Task to complete – Write out the listing below in its entirety, minus the pictures, without changing a word.

Information supplied –
___

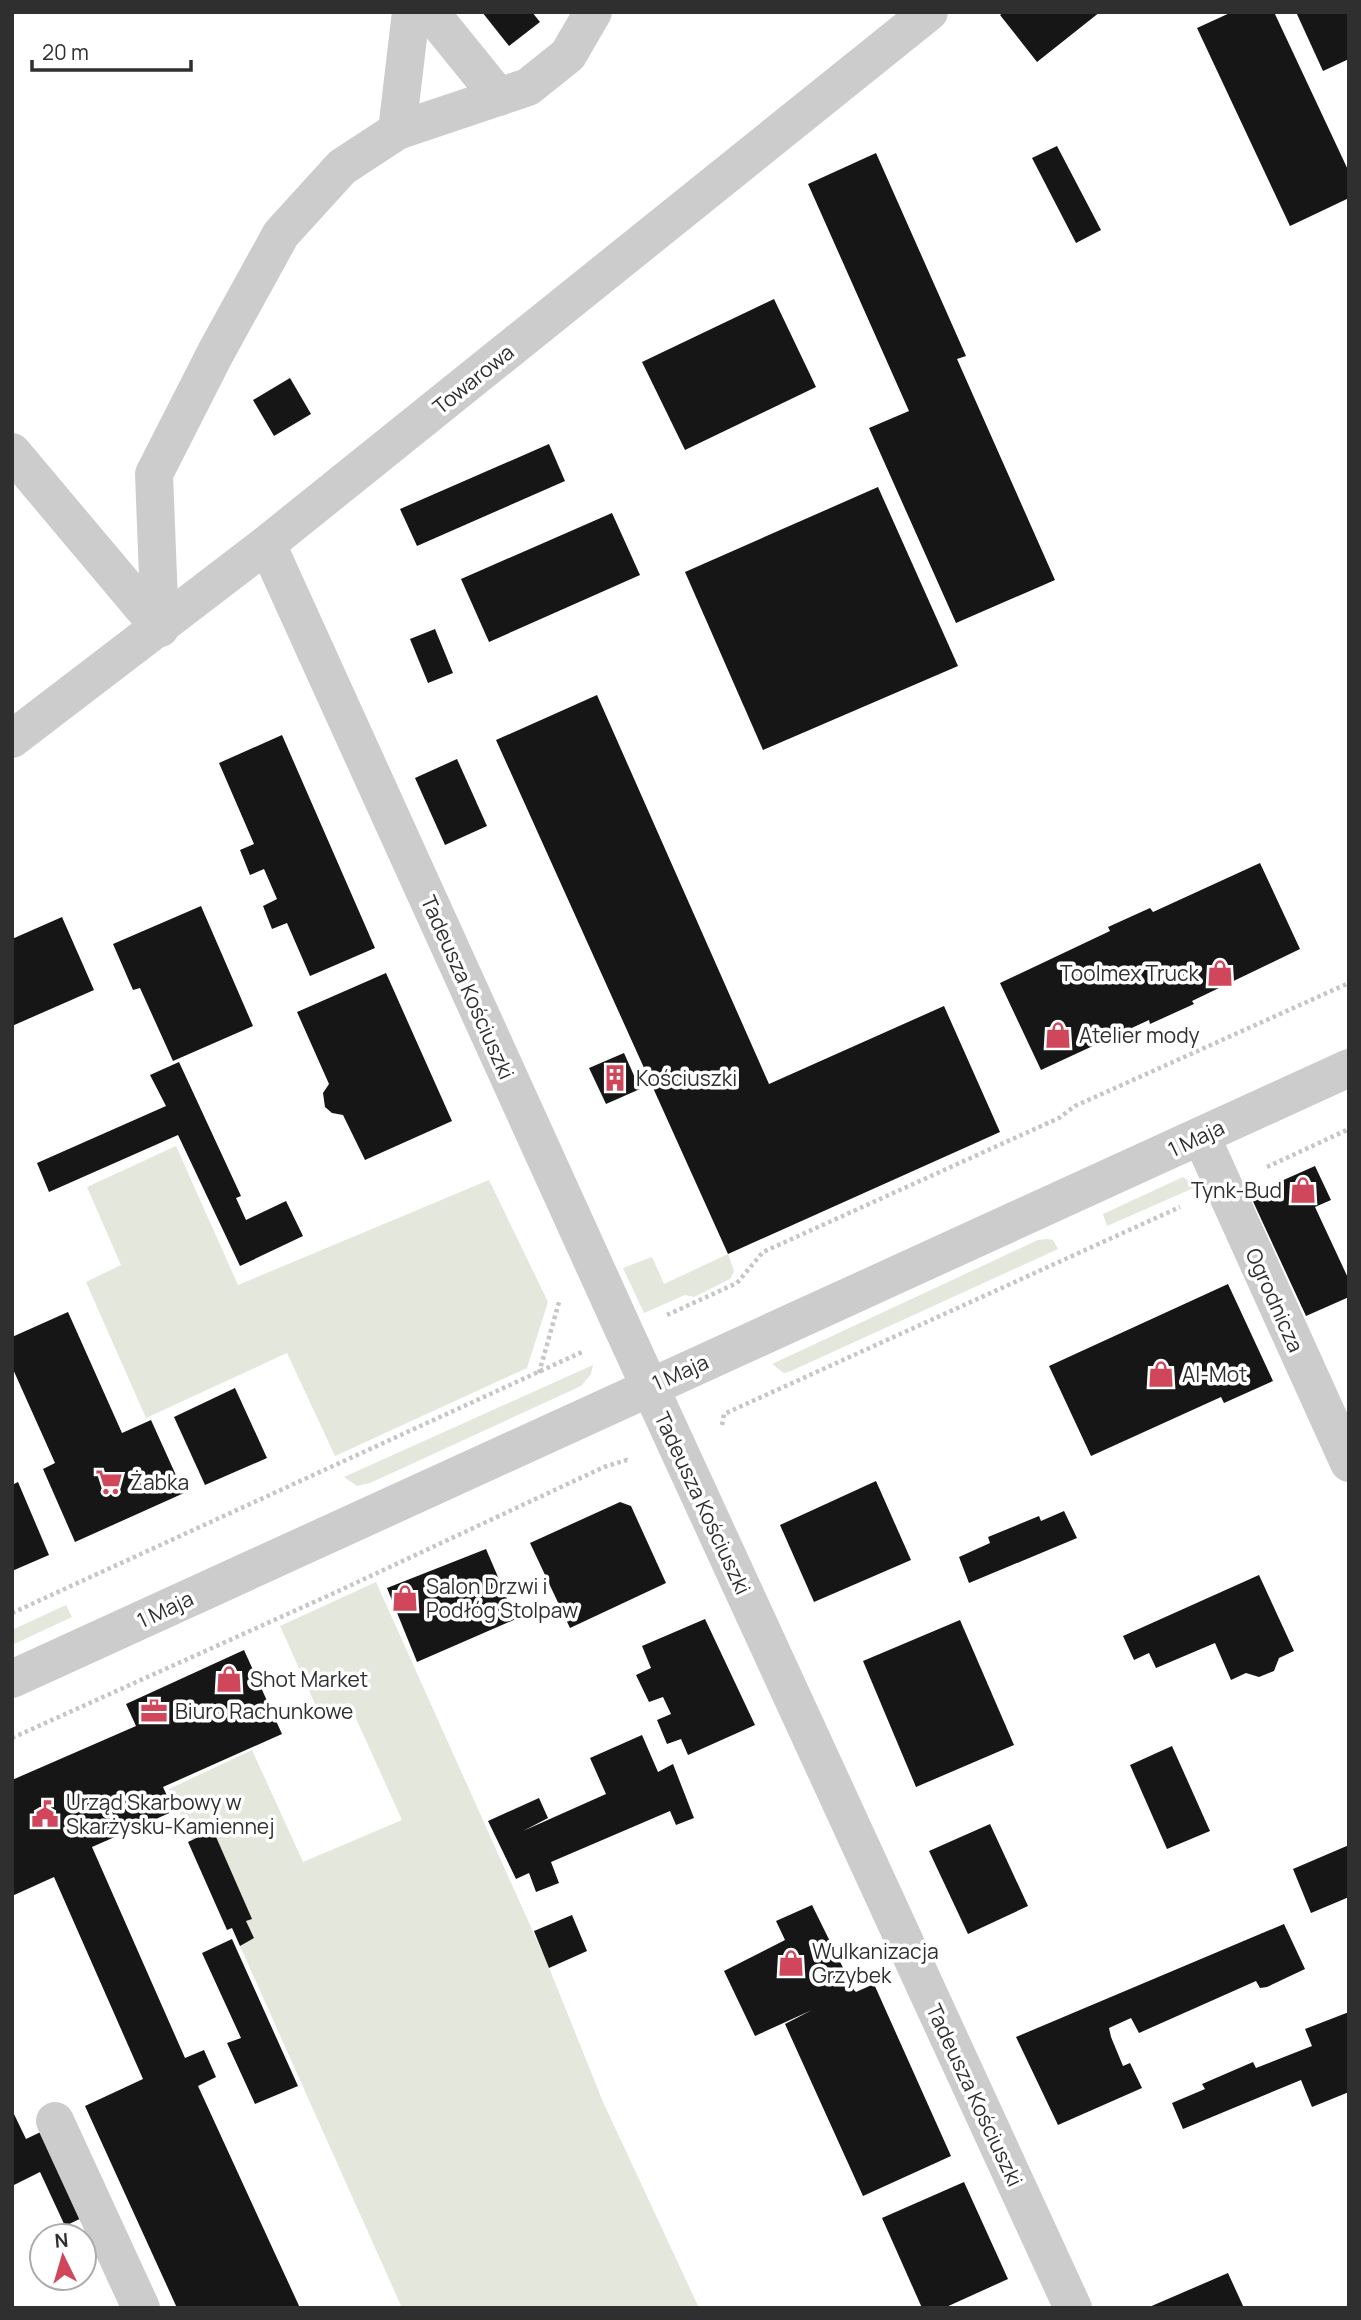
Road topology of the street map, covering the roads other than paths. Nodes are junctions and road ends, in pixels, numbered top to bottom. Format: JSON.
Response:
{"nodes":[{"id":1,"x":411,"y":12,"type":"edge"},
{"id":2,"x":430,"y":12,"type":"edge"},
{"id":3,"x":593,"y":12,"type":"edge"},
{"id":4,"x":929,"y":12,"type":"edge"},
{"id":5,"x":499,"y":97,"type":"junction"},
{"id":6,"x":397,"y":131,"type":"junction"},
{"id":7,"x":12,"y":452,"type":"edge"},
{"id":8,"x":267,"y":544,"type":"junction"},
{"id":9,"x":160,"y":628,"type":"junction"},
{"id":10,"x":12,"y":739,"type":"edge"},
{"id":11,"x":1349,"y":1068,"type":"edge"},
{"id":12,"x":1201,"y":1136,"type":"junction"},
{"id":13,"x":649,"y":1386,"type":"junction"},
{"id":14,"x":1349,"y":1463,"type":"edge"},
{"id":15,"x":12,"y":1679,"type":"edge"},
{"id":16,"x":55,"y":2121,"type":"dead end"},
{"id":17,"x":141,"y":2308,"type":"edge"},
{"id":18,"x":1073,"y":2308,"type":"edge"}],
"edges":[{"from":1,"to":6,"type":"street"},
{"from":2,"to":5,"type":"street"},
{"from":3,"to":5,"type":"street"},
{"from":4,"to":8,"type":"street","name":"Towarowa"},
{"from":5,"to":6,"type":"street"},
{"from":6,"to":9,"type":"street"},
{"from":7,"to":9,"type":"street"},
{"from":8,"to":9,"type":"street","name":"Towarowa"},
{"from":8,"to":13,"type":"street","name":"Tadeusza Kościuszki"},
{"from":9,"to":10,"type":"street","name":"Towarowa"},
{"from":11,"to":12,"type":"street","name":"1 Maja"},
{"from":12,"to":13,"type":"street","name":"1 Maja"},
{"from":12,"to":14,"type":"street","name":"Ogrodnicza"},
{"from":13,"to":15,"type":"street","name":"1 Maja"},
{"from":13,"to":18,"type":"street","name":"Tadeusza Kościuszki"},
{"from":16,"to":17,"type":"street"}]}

___

Output below –
Road topology of the street map, covering the roads other than paths. Nodes are junctions and road ends, in pixels, numbered top to bottom. Format: JSON.
Response:
{"nodes":[{"id":1,"x":411,"y":12,"type":"edge"},
{"id":2,"x":430,"y":12,"type":"edge"},
{"id":3,"x":593,"y":12,"type":"edge"},
{"id":4,"x":929,"y":12,"type":"edge"},
{"id":5,"x":499,"y":97,"type":"junction"},
{"id":6,"x":397,"y":131,"type":"junction"},
{"id":7,"x":12,"y":452,"type":"edge"},
{"id":8,"x":267,"y":544,"type":"junction"},
{"id":9,"x":160,"y":628,"type":"junction"},
{"id":10,"x":12,"y":739,"type":"edge"},
{"id":11,"x":1349,"y":1068,"type":"edge"},
{"id":12,"x":1201,"y":1136,"type":"junction"},
{"id":13,"x":649,"y":1386,"type":"junction"},
{"id":14,"x":1349,"y":1463,"type":"edge"},
{"id":15,"x":12,"y":1679,"type":"edge"},
{"id":16,"x":55,"y":2121,"type":"dead end"},
{"id":17,"x":141,"y":2308,"type":"edge"},
{"id":18,"x":1073,"y":2308,"type":"edge"}],
"edges":[{"from":1,"to":6,"type":"street"},
{"from":2,"to":5,"type":"street"},
{"from":3,"to":5,"type":"street"},
{"from":4,"to":8,"type":"street","name":"Towarowa"},
{"from":5,"to":6,"type":"street"},
{"from":6,"to":9,"type":"street"},
{"from":7,"to":9,"type":"street"},
{"from":8,"to":9,"type":"street","name":"Towarowa"},
{"from":8,"to":13,"type":"street","name":"Tadeusza Kościuszki"},
{"from":9,"to":10,"type":"street","name":"Towarowa"},
{"from":11,"to":12,"type":"street","name":"1 Maja"},
{"from":12,"to":13,"type":"street","name":"1 Maja"},
{"from":12,"to":14,"type":"street","name":"Ogrodnicza"},
{"from":13,"to":15,"type":"street","name":"1 Maja"},
{"from":13,"to":18,"type":"street","name":"Tadeusza Kościuszki"},
{"from":16,"to":17,"type":"street"}]}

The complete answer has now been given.